Application to the SNP literature and analysis

A Single Nucleotide Polymorphism is a DNA sequence variation occurring commonly within a population in which a single nucleotide in the genome differs between members of a biological species or paired chromosomes. Variations in the DNA sequences of humans can affect how humans develop diseases and how humans respond to pathogens, drugs, vaccines, and other agents. SNPs are a highly researched topic as they are of great importance in biomedical research for comparing regions of the genome in genome-wide association studies as well as for personalized medicine. Thus identifying various topics discussed in these documents may be of benefit. As of August 2014, the PubMed query ‘single nucleotide polymorphism’ retrieved 63,147 citations, of which 59,046 have both title and abstract. We refer to this dataset of 59,046 documents as the SNP collection and explore it with the goal of finding themes. Our theme detection methodology is applied starting with each document in the SNP collection as a seed. As described above, each seed document’s vector representative is normalized and provides a starting point for the theme algorithm. We then apply the postprocessing step to remove redundancy. That leaves us with 1066 themes of which 17 contain 200 or more documents, 45 contain between 100 and 200 documents, and the remaining ones have between 20 and 100 documents, and an additional long tail of 5013 smaller themes (between 10 and 20 documents), which we decided not to include in the analysis. Some of the largest topics are on breast cancer, amyotrophic lateral sclerosis, and vascular endothelial growth factor. Table 1 presents the ten largest themes found in the SNP dataset along with the top scoring 10 terms that represent each theme. We have created a web interface (https://www.ncbi.nlm.nih.gov/CBBresearch/Wilbur/IRET/SNP) where one can explore the themes given a query term. In response to a query, the system retrieves themes ranked by the importance of query terms in them. Each theme is presented to the user represented by its top 5 scoring terms.

Table 1

Top scoring Theme-generated terms for the largest 10 themes in the SNP dataset

Theme size	Top 10 terms
765	breast / breast cancer / cancer / cancer risk / breast neoplasms, genetics/ risk / breast cancer / breast neoplasms / women / controls
438	sle / lupus / lupus erythematosus, systemic / systemic lupus / lupus erythematosus / erythematosus / systemic / sle patients / patients / susceptibility
437	prostate / prostate cancer / cancer / prostatic neoplasms, genetics / prostatic neoplasms / risk / cancer risk / men / p / associated
436	ra / rheumatoid / rheumatoid arthritis / arthritis / arthritis, rheumatoid / arthritis, rheumatoid, genetics / ra patients / controls / susceptibility / association
399	cad / coronary / coronary artery / artery disease / artery / coronary artery disease, genetics / disease cad / coronary artery disease / risk
351	lung cancer / lung / cancer / lung neoplasms / lung neoplasms, genetics / risk / cancer risk / ci / smoking
340	meta analysis / meta / cancer / cancer risk / studies / analysis / polymorphism / model / association / control studies
339	ad / alzheimer’s / alzheimer disease, genetics / alzheimer disease / disease / onset / risk / late onset / aged / ad patients
315	amd / age related / macular/ macular degeneration/ degeneration / macular degeneration, genetics / cfh / age / complement factor / factor h
294	colorectal / colorectal cancer / crc/ cancer / colorectal neoplasms, genetics / colorectal neoplasms / risk / ci / cancer risk / controls

Top scoring Theme-generated terms for the largest 10 themes in the SNP dataset Clusters computed by the theme algorithm provide non-trivial groupings of documents which may be of interest to researchers and clinicians not only by providing a summary view of the literature, but also by bringing to light some associations that are not widely known and can be further explored.

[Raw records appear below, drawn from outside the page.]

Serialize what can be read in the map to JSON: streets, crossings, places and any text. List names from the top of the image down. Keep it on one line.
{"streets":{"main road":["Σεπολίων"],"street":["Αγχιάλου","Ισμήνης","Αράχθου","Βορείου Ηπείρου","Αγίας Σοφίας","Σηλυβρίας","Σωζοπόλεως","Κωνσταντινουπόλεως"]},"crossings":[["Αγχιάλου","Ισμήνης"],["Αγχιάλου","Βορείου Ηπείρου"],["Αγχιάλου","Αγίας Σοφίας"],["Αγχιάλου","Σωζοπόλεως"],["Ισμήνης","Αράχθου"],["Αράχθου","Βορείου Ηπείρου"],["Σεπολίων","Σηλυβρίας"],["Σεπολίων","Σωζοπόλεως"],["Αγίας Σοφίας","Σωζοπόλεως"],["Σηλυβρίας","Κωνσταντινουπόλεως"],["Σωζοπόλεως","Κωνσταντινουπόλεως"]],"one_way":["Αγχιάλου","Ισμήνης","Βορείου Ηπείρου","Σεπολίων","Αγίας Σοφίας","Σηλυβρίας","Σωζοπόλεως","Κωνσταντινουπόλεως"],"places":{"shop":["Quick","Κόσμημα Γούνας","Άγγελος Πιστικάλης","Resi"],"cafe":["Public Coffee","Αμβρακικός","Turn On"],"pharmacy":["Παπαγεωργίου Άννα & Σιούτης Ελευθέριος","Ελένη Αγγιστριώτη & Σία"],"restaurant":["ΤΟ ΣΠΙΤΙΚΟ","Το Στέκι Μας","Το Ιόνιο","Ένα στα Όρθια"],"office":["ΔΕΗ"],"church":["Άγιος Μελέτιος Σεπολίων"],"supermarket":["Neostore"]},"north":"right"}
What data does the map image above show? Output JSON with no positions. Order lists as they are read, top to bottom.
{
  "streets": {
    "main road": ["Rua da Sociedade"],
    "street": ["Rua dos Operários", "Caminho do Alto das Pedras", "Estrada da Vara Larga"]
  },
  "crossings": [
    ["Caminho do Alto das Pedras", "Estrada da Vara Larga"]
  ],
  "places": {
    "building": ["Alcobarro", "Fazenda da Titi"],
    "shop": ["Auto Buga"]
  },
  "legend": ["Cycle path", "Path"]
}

Here we present two examples within the SNP dataset where interesting associations are found as themes. FOXP2: Forkhead box protein P2 (FOXP2) is a protein that, in humans, is encoded by the FOXP2 gene, and is required for proper development of speech and language. Querying the system with ‘foxp2’ retrieves ten themes. In addition to well-known associations, computed themes reveal potential association between FOXP2 and schizophrenia, as well as autism, dyslexia, and, possibly, Asperger syndrome. For example, PMID 20649982 in the top theme describes an association between the FOXP2 gene and language impairment in schizophrenia. Sickle Cell Disease: Querying the system with phrase ‘sickle cell’ retrieves twenty eight themes. The top two themes discuss a well-known association between sickle cell disease and sickle cell anaemia (SCA) with the Klotho gene. The next theme discusses an acute chest syndrome, which is also a known sickle cell disease related complication. Additional themes discuss SCA in the context of malaria, describing how despite the disease’s lethal symptoms, the mutation protects its carriers from malaria. There is also a theme describing the relation between the disease and morphine pharmacokinetics, such as PMID 19357842. This approach is scalable because it computes the themes independently of each other (i.e. the overall process can be parallelized for efficiency), and uses a greedy method for pruning themes.

Results and discussion

Evaluating the performance of topic modeling or clustering algorithms is a challenging task. It is challenging not only because manually created gold standards are required, but also because creating such gold standards is not a well-defined task. Results may vary depending on the goal of the task, and be equally useful for their particular tasks. Because our model combines term- and document-based representations, we evaluate our model based on its document clustering performance as well as its ability to compute meaningful topic terms.

Datasets

The experiments are conducted on the SNP dataset introduced in this paper and the 20-Newsgroups benchmark dataset. The 20-Newsgroups dataset (20NG) is a set of 18,828 messages collected from 20 different Usenet newsgroups (http://people.csail.mit.edu/jrennie/20Newsgroups). We preprocess it by removing stop words and represent each document as a tf-idf vector for application of the theme algorithm.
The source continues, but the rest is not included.